Not one but two. “Who are you wearing?” used to solicit a singular name of a top Manila designer when high society ladies glided down the red carpet. Now, all that has changed. The new rule in dressing formal is to mix two designer pieces.
During the Red Gala at the Makati Shang’s Rizal Ballroom last Saturday night, many women of style and substance had the smarts and the confidence to put together two entirely different looks to create a new one that was fresh, bold and so original.
Agile Zamora layered a Joel Escober strapless gown with a Jun Escario blouse she saw at the Jewelmer show three days before. Ingrid Chua wore a Lanvin cocktail dress that was tucked into a flowing ballroom skirt by Carmen Reyes Papa and that peeked out like a camisole.
Salome Uy united a Rajo Laurel rich obi bustier with a fiery red Randy Ortiz serpentina skirt, while statuesque Trish Panlilio wore her sexy Jun Escario under her boyfriend’s tuxedo jacket.
All of this means that the couture client is now becoming her best stylist. She has achieved the kind of panache that balances practicality and style. If you wanna get it, you have to edit. Elegance is the refusal to go overboard.
To mix but not exactly to match pieces is now a trend alert. Imagine how difficult it is to navigate going to the powder room, sitting for dinner and dancing in a strapless mermaid gown
that’s only held up by a zipper and a prayer. Suddenly, the notion of dragging around a fabric fishtail or struggling in over-the-top designer duds seems de mode and so last century.

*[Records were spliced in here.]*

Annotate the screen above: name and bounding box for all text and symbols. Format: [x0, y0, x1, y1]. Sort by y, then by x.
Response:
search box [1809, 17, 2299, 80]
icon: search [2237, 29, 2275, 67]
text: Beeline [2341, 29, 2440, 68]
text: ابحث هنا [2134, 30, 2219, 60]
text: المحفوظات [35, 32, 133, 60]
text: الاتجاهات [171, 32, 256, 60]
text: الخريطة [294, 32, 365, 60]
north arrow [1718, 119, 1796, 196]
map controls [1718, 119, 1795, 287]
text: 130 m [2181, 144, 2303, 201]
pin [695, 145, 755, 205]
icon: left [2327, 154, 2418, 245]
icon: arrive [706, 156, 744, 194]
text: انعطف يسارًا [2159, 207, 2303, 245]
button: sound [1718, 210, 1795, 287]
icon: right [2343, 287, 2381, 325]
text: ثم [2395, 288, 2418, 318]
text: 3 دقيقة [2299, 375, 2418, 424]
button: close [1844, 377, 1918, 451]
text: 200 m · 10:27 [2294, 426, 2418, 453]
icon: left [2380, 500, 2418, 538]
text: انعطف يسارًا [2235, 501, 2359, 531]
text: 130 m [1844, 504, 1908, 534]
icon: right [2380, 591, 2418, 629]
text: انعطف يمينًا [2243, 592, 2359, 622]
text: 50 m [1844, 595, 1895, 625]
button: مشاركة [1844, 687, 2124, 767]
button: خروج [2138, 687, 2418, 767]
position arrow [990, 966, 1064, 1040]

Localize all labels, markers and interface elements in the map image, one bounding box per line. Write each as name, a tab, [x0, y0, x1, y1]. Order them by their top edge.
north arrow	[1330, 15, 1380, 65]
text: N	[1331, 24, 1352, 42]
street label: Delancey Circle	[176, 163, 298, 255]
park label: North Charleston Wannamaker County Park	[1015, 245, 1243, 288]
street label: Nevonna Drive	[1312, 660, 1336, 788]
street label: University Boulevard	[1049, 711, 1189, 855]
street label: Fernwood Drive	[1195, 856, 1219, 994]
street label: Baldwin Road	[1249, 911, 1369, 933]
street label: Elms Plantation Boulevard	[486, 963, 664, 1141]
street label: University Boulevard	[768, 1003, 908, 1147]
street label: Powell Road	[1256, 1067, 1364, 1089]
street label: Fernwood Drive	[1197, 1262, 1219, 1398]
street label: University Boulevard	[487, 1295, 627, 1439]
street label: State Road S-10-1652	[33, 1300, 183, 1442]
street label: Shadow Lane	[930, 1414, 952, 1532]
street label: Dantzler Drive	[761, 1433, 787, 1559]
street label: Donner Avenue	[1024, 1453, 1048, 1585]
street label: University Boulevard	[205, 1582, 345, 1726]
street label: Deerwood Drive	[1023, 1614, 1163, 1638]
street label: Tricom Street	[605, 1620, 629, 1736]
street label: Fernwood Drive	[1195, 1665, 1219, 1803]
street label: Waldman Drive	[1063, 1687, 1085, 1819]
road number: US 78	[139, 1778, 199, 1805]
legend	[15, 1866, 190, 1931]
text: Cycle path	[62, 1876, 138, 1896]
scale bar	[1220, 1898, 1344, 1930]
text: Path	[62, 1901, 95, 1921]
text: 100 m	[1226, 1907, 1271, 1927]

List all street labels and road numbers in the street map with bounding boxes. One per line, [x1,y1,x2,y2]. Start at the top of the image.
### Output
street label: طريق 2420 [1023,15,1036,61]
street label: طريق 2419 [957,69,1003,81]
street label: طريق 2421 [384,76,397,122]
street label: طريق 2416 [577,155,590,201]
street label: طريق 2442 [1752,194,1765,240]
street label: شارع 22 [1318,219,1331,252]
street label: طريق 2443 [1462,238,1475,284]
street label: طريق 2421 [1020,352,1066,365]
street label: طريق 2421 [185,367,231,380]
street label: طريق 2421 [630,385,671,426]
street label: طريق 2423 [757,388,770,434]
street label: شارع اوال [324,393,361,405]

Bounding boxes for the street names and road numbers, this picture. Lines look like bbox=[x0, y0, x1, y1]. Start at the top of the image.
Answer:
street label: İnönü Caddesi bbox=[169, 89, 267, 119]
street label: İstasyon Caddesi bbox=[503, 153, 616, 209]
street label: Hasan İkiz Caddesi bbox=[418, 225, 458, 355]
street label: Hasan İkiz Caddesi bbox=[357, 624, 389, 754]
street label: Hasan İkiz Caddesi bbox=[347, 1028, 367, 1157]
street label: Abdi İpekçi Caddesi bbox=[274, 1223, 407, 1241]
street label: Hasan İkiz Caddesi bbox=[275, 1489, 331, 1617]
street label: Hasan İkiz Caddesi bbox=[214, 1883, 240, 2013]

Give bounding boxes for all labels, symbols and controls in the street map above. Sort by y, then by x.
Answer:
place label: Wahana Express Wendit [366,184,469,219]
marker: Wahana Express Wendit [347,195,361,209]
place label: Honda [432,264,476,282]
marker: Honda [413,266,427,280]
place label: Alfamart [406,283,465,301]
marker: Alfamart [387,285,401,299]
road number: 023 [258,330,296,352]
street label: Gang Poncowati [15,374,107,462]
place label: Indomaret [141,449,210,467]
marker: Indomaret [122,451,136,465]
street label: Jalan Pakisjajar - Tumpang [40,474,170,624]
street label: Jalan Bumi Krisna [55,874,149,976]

Wearing an upper garment like a beautiful white silk blouse or bustier and pairing it with a trumpet ankle-length skirt or trendy palazzo pants (like what Mikee Cojuangco did) is the new look for Manila’s fashion-conscious set.
Extend and expand
“It’s (brought about by) their subconscious desire to extend and expand their wardrobe choices,” noted Pepito Albert. “They attend many galas and they can’t be seen wearing the same gown. So the final solution is to layer pieces into what would look like a one-piece formal—adding and subtracting until they get the hang of it.” Albert himself mixed his own black tuxedo look with a Lanvin jacket, Rick Owen pants and a Maison Margiela top.
Hot white long gowns sizzled against the all-black Rizal Ballroom. The best were worn by Vicki Belo and Andi Eigenmann, who were my dinner partners. Beside me were Ricky Carandang and Ces Drilon, who was in emerald green chiffon.
Lace, whether chantilly or guipure on nude hour-glass gowns, is a ship about to sail away. Anything too labor-intensive, too beaded like bad copies of Cary Santiago’s masterpieces, now only resemble tattoos on a fashion addict.
Go a bit more structured with minimal embellishments, and experiment with new fabrics like the crepe neoprene knockout couture pieces of Ezra Santos, which were presented during the Red Cross Ball.
All black has become too blah nowadays, too, and you literally blend into the all-black background of the Shangri-La ballroom, so amp up your color wheel with new macaron pastels.
Like beautiful Ching Cruz, who was in hot pink and shiny sorbet shades—which, from the recent Paris and London shows for Spring-Summer 2014, may be the next big thing.
So, with the reign of sexy separates, I will now be asking all local designers: “Are you a bottom or a top?”